[Collected data]
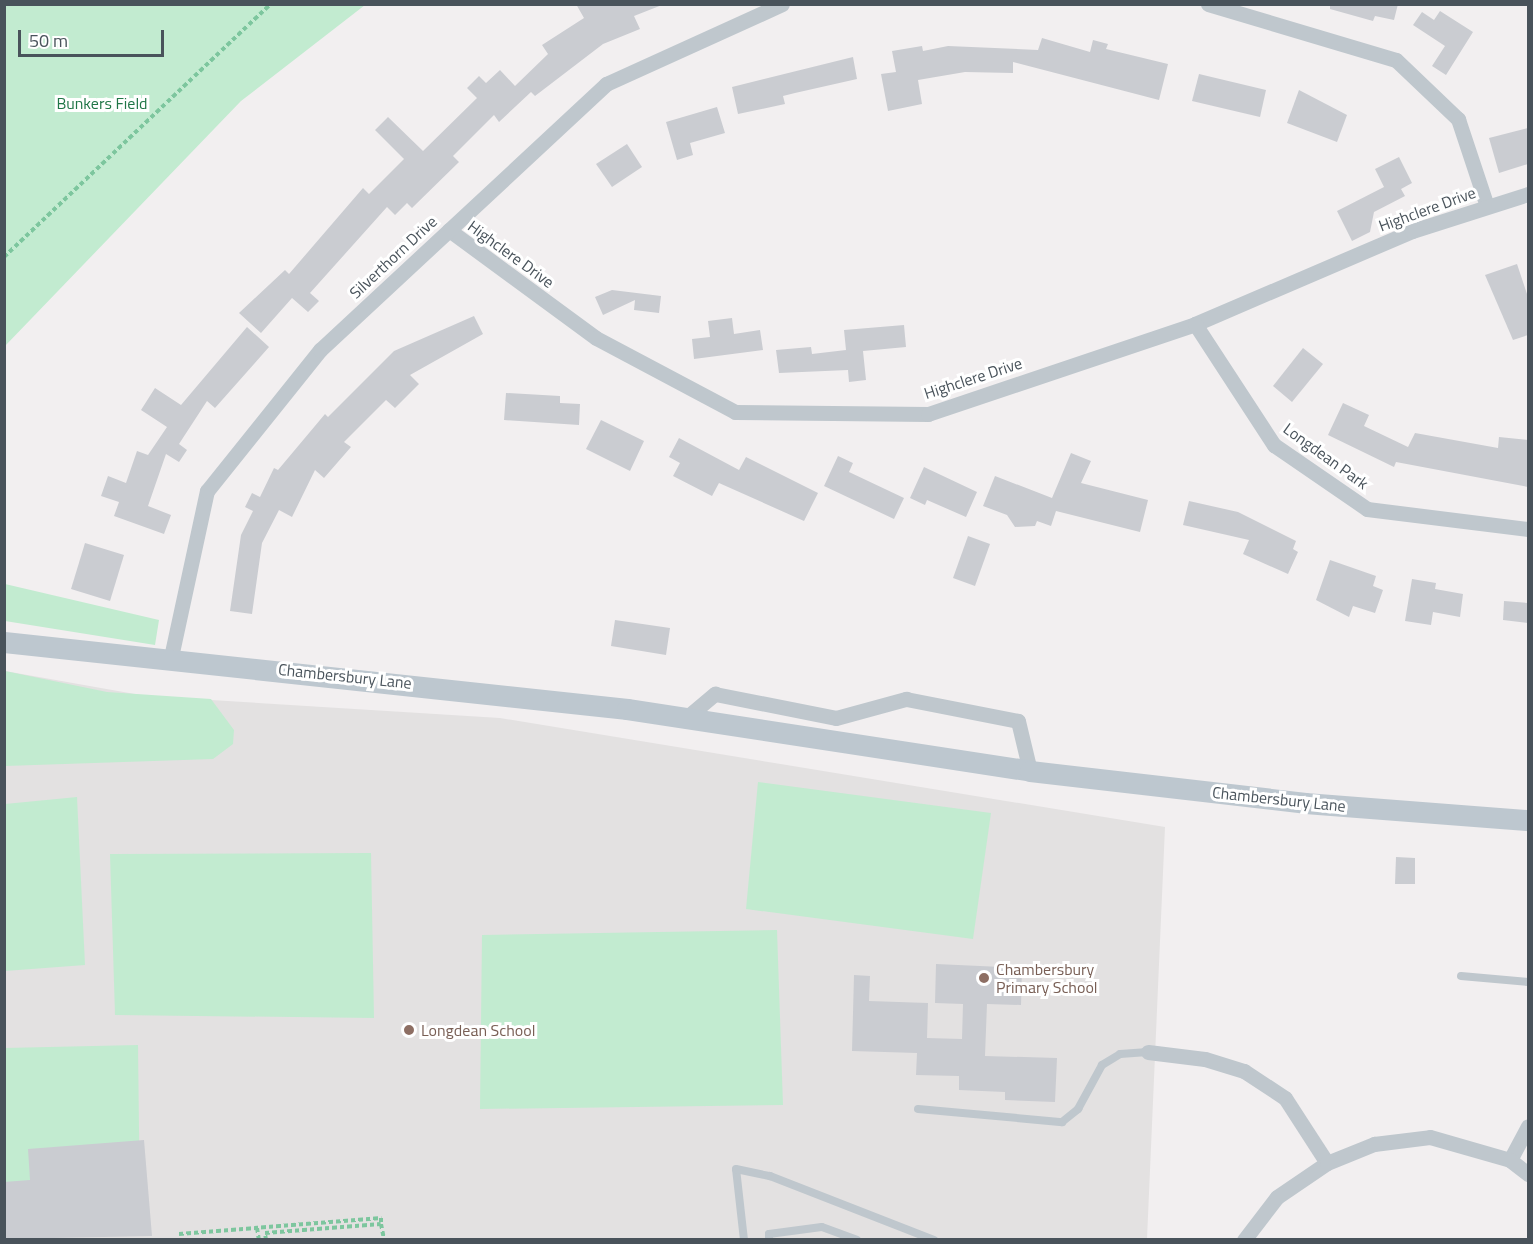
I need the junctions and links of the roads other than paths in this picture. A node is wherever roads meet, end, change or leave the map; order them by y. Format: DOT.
graph roads {
  1 [pos="782,4"];
  2 [pos="1208,4"];
  3 [pos="1528,194"];
  4 [pos="1487,206"];
  5 [pos="449,230"];
  6 [pos="1195,324"];
  7 [pos="1528,529"];
  8 [pos="4,642"];
  9 [pos="171,657"];
  10 [pos="686,718"];
  11 [pos="1030,771"];
  12 [pos="1528,820"];
  13 [pos="1461,976"];
  14 [pos="1528,981"];
  15 [pos="1148,1052"];
  16 [pos="918,1109"];
  17 [pos="1528,1126"];
  18 [pos="1509,1160"];
  19 [pos="1327,1163"];
  20 [pos="1528,1174"];
  21 [pos="744,1239"];
  22 [pos="769,1239"];
  23 [pos="857,1239"];
  24 [pos="934,1239"];
  25 [pos="1244,1239"];
  1 -- 5 [label="street, Silverthorn Drive"];
  2 -- 4 [label="street"];
  3 -- 4 [label="street, Highclere Drive"];
  4 -- 6 [label="street, Highclere Drive"];
  5 -- 6 [label="street, Highclere Drive"];
  5 -- 9 [label="street, Silverthorn Drive"];
  6 -- 7 [label="street, Longdean Park"];
  8 -- 9 [label="street, Chambersbury Lane"];
  9 -- 10 [label="street, Chambersbury Lane"];
  10 -- 11 [label="street, Chambersbury Lane"];
  10 -- 11 [label="street"];
  11 -- 12 [label="street, Chambersbury Lane"];
  13 -- 14 [label="lane"];
  15 -- 16 [label="lane"];
  15 -- 19 [label="street"];
  17 -- 18 [label="street"];
  18 -- 19 [label="street"];
  18 -- 20 [label="street"];
  19 -- 25 [label="street"];
  21 -- 24 [label="lane"];
  22 -- 23 [label="lane"];
}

Problem details
From the entries above, copy each line that holds "Highclere".

Response area
  3 -- 4 [label="street, Highclere Drive"];
  4 -- 6 [label="street, Highclere Drive"];
  5 -- 6 [label="street, Highclere Drive"];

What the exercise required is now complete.